Keppel Corp - Three Way Agreement For Transocean’s Jack-Up Rigs
- Keppel announced that it has entered into an HOA with Borr Drilling, which will see the Norway-based drilling contractor take over Transocean’s five jack-up rigs that are under construction.
- We believe this would provide visibility to Keppel’s delivery schedule, minimise potential project risk and improve its cash flow. We upgrade earnings by 3%, as we adjust our O&M orderbook earnings by 3% for FY17.
- Maintain BUY with a higher SOP-based TP of SGD7.77 (from SGD7.39, 14% upside), implying an FY17F P/E of 10.6x.
- Keppel Corp (Keppel) has entered into a heads of agreement (HOA) with Norway-based Borr Drilling, which will acquire five of Transoceans’s jack-up rigs that are currently being built by Keppel.
- The current price of each rig is USD216m, compared to the original price of USD219m paid by Transocean in 2013. Borr Drilling will also pay a down payment of USD275m to Keppel.
Order back in 2013.
- Recall that Transocean ordered the five jack-up rigs from Keppel in 2013 to be delivered in various stages from 1Q16 to 2H17. However, the slowdown of the jack-up rigs market forces Transocean to defer the delivery of the new rigs until 2020.
- Under the new arrangement, Keppel will deliver three rigs to Boors drilling between 2017 and 2018, while the other two rigs are to be delivered in 2020.
- According to Upstream, Borr Drilling will acquire the entire jack-up fleet of Transocean, which consisted of 10 current rigs and the five new rigs which are under construction at Keppel.
Impact to Keppel.
- We believe the new arrangement with Borr Drilling should allow Keppel to breathe a sigh of relief, finally getting some visibility on the deferred jack-up rigs.
- The agreement would also enable Keppel to improve its cashflow and minimise the risk of further impairments to its balance sheet.
Outlook for O&M.
- Keppel’s O&M orderbook stands at SGD3.7bn. It is shifting the focus of its offshore & marine division to LNG- and gas-related technologies, specialised vessels, repurposing offshore technology, and repairs and conversions.
- We expect Keppel to secure SGD800m worth of new contracts in FY17, higher wins than our expectation would provide further earnings upside potential.
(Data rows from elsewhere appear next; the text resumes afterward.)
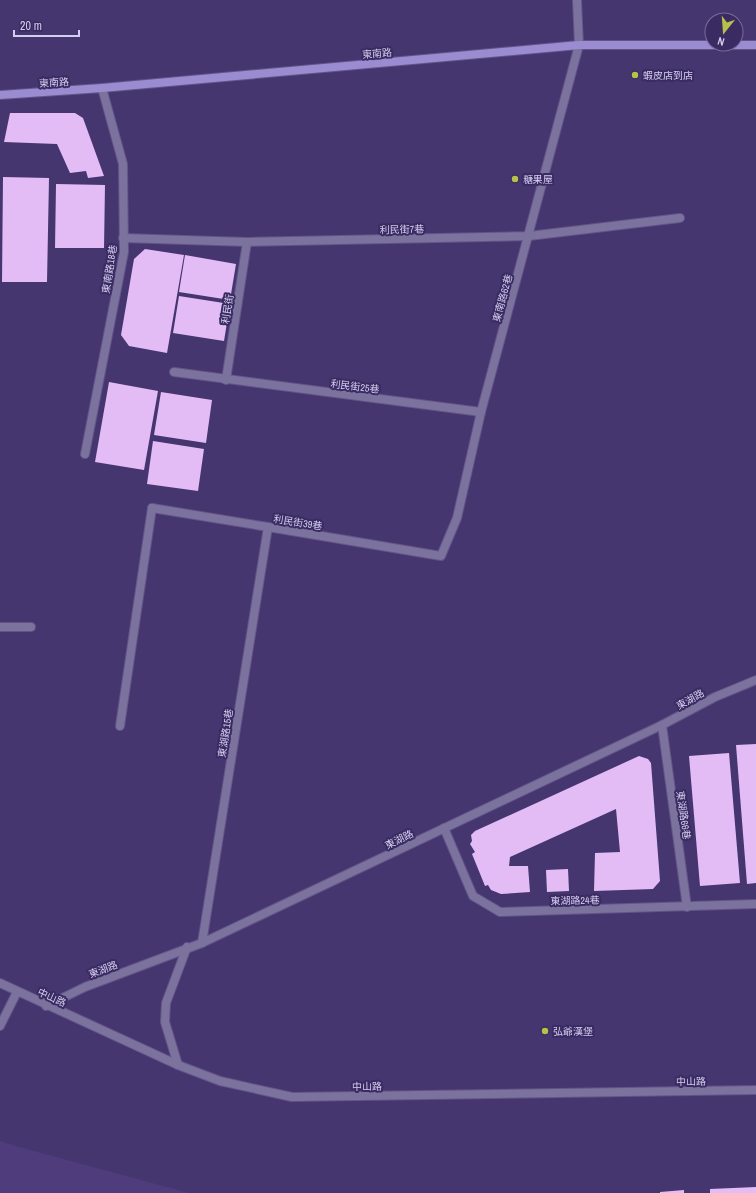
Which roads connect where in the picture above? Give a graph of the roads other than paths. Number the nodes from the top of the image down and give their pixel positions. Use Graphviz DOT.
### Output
graph roads {
  1 [pos="577,0"];
  2 [pos="580,45"];
  3 [pos="756,45"];
  4 [pos="102,88"];
  5 [pos="0,96"];
  6 [pos="680,218"];
  7 [pos="529,236"];
  8 [pos="123,238"];
  9 [pos="247,242"];
  10 [pos="174,372"];
  11 [pos="226,380"];
  12 [pos="481,412"];
  13 [pos="85,454"];
  14 [pos="268,527"];
  15 [pos="441,556"];
  16 [pos="0,627"];
  17 [pos="31,627"];
  18 [pos="756,680"];
  19 [pos="662,725"];
  20 [pos="120,726"];
  21 [pos="444,828"];
  22 [pos="756,904"];
  23 [pos="687,907"];
  24 [pos="202,942"];
  25 [pos="187,947"];
  26 [pos="0,983"];
  27 [pos="17,992"];
  28 [pos="46,1006"];
  29 [pos="0,1026"];
  30 [pos="178,1065"];
  31 [pos="756,1090"];
  1 -- 2 [label="street, 東南路62巷"];
  2 -- 3 [label="street, 東南路"];
  2 -- 4 [label="street, 東南路"];
  2 -- 7 [label="street, 東南路62巷"];
  4 -- 5 [label="street, 東南路"];
  4 -- 8 [label="street, 東南路18巷"];
  6 -- 7 [label="street, 利民街7巷"];
  7 -- 9 [label="street, 利民街7巷"];
  7 -- 12 [label="street, 東南路62巷"];
  8 -- 9 [label="street, 利民街7巷"];
  8 -- 13 [label="street, 東南路18巷"];
  9 -- 11 [label="street, 利民街"];
  10 -- 11 [label="street, 利民街25巷"];
  11 -- 12 [label="street, 利民街25巷"];
  12 -- 15 [label="street, 東南路62巷"];
  14 -- 15 [label="street, 利民街39巷"];
  14 -- 20 [label="street, 利民街39巷"];
  14 -- 24 [label="street, 東湖路15巷"];
  16 -- 17 [label="street"];
  18 -- 19 [label="street, 東湖路"];
  19 -- 21 [label="street, 東湖路"];
  19 -- 23 [label="street, 東湖路66巷"];
  21 -- 23 [label="street, 東湖路24巷"];
  21 -- 24 [label="street, 東湖路"];
  22 -- 23 [label="street, 東湖路24巷"];
  24 -- 25 [label="street, 東湖路"];
  25 -- 28 [label="street, 東湖路"];
  25 -- 30 [label="street"];
  26 -- 27 [label="street, 中山路"];
  27 -- 28 [label="street, 中山路"];
  27 -- 29 [label="street"];
  28 -- 30 [label="street, 中山路"];
  30 -- 31 [label="street, 中山路"];
}
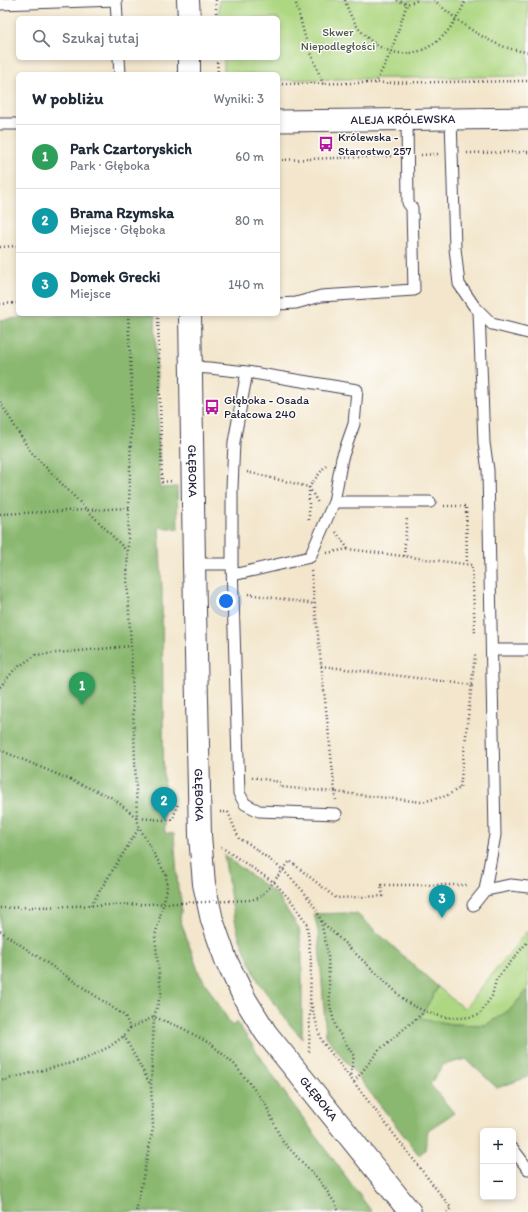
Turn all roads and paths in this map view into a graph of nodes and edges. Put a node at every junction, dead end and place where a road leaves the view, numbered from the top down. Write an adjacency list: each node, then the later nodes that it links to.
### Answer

- Its property and infrastructure arm should continue to play an important role in driving its earnings in the near to mid term, focusing on its key markets of Singapore, China and Vietnam.
- We upgrade FY17 earnings by 3% as we adjust our orderbook delivery assumption for FY17.
- Maintain BUY with a higher SOP-based TP of SGD7.77, which implies 10.6x FY17F P/E.